SAWT BEIRUT INTERNATIONAL

| 5 December 2022, Monday |

Le monde est impuissant face à la violation du droit international et à l’absence de référence à la gestion de ses affaires

L’attaque russe contre l’Ukraine soulève la question d’une mauvaise administration des affaires mondiales, et le monde n’est pas à l’abri des dangers dans lesquels certains pays veulent amener d’autres vers le chaos.
Cela pose l’utilisation abusive du droit de veto, et le monde se trouve impuissant face aux dangers réels auxquels sont confrontés les États et leurs peuples, qui paient généralement les prix élevés pour le manque de mise en œuvre du droit international et de la Charte des Nations Unies.

Ainsi, ce qui se passe en Ukraine, avant elle en Syrie et avant elle dans plusieurs pays comme l’Irak et d’autres cas subis par le Liban, selon une source diplomatique arabe de premier plan, à « Sawt Beirut International », représente un vide qui existe dans le maintien de la paix et de la sécurité internationales.

Selon la source, le président russe Vladimir Poutine voulait accomplir cinq conditions afin de mener à bien son attaque en Ukraine. Premièrement, s’il n’obtient pas la promesse que l’Ukraine ne rejoindra pas l’OTAN.

Deuxièmement, s’assurer que les États ne donnent pas aux régions russes de l’Ukraine un statut spécial, et c’est ce qui s’est passé.

Troisièmement, s’assurer que les Européens ne répondront pas à son attaque contre l’Ukraine, et c’est ce qui s’est déjà produit.

Quatrièmement, il n’est pas certain qu’il n’y aura pas de résistance à long terme et ne tombera donc pas dans le marais de l’Ukraine.
Cinquièmement, Poutine veut confirmer la reconnaissance internationale de la Crimée à la Russie et redonner à l’Ukraine son influence politique russe.

Il y a 141 pays qui ont voté à l’Assemblée générale des Nations Unies parallèlement à la décision de condamner la Russie. Européens et Américains sont unis autour de l’imposition de sanctions économiques.
L’abstention est même une forme d’insatisfaction à l’égard de la Russie. La Chine et l’Inde se sont abstenues. Il existe un critère de représentation dans la population par rapport à la population mondiale. La Russie, avec les pays qui se sont abstenus, représente une grande population de milliards d’habitants. Mais aussi en revanche, les 141 pays en tant que zones géographiques représentent une population plus peuplée. La norme est également dans le cas d’un état économique qui dérange la Russie. Le problème maintenant est que la Russie n’a pas encore occupé l’Ukraine et cela fait deux semaines et plus à ce sujet. C’est un échec pour Poutine.

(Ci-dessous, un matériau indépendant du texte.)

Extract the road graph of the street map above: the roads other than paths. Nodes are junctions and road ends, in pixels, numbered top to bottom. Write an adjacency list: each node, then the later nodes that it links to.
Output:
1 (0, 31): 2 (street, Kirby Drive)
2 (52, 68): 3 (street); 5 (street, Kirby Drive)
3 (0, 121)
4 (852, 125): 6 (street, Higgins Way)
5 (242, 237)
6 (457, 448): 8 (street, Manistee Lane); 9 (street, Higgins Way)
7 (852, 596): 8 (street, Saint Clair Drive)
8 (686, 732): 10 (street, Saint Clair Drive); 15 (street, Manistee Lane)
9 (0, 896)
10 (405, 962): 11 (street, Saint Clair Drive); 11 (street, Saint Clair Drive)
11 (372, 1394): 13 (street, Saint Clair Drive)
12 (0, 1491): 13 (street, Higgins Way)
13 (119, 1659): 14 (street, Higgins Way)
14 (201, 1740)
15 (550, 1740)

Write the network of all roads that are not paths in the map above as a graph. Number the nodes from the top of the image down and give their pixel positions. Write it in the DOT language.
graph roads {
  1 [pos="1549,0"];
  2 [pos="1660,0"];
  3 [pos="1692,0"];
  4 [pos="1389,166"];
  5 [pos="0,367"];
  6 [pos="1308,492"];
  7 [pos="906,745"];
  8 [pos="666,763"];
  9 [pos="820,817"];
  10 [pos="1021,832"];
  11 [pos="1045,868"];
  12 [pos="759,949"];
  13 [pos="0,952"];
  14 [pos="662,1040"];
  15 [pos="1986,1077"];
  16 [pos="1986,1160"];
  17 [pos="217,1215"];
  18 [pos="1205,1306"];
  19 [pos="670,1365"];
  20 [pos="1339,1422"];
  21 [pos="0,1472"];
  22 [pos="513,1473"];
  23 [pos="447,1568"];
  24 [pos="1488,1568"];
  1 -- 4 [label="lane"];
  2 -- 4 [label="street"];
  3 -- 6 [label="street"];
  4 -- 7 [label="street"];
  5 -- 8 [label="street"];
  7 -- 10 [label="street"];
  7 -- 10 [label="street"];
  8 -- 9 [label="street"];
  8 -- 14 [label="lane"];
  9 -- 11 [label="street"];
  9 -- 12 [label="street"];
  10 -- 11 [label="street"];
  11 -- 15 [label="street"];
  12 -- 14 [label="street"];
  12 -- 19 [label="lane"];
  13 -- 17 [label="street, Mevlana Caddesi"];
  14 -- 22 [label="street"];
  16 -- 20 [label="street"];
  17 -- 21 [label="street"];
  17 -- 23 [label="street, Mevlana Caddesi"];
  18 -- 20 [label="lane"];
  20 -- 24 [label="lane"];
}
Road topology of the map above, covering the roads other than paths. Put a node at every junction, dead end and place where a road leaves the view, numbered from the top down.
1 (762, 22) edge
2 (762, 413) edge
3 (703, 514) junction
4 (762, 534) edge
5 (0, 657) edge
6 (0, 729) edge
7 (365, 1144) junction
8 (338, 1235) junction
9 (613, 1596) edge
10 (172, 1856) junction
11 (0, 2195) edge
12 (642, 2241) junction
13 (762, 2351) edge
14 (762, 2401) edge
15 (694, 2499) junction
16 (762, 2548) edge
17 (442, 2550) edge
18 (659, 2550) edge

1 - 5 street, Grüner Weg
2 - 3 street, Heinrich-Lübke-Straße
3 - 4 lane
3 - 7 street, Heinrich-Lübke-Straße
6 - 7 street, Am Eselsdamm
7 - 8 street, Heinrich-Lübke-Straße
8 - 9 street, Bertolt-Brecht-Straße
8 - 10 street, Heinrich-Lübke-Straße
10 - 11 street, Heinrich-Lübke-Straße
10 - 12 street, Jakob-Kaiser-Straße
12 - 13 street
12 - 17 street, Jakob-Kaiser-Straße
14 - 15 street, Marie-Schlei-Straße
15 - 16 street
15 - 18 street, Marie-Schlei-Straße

Les sources indiquent que, la question se pose de savoir s’il existe ou non un ordre international, après deux guerres mondiales et après la création de l’Organisation des Nations Unies, les États citent les erreurs d’autres États, c’est-à-dire en violant l’ordre international par des occupations, des attaques destructrices et le meurtre de personnes innocentes. Cela signifie qu’il n’y a pas d’adhésion au droit international.
À l’heure où l’on suppose que ce sont les cinq grands du Conseil de sécurité qui doivent avant tout adhérer à la légitimité internationale.
Par conséquent, l’erreur ne justifie pas l’erreur. Le droit international permet également à un État de prendre son droit en main et par ses propres moyens. Les États-Unis ne sont même pas responsables de s’opposer à la violation du droit international, pas plus que la Russie. Notant que si le droit international ne s’applique pas aux cinq membres permanents du Conseil de sécurité, il n’est plus applicable aux autres États. L’entrée de Washington en Irak ne devrait pas être un meilleur exemple pour la Russie d’entrer en Ukraine.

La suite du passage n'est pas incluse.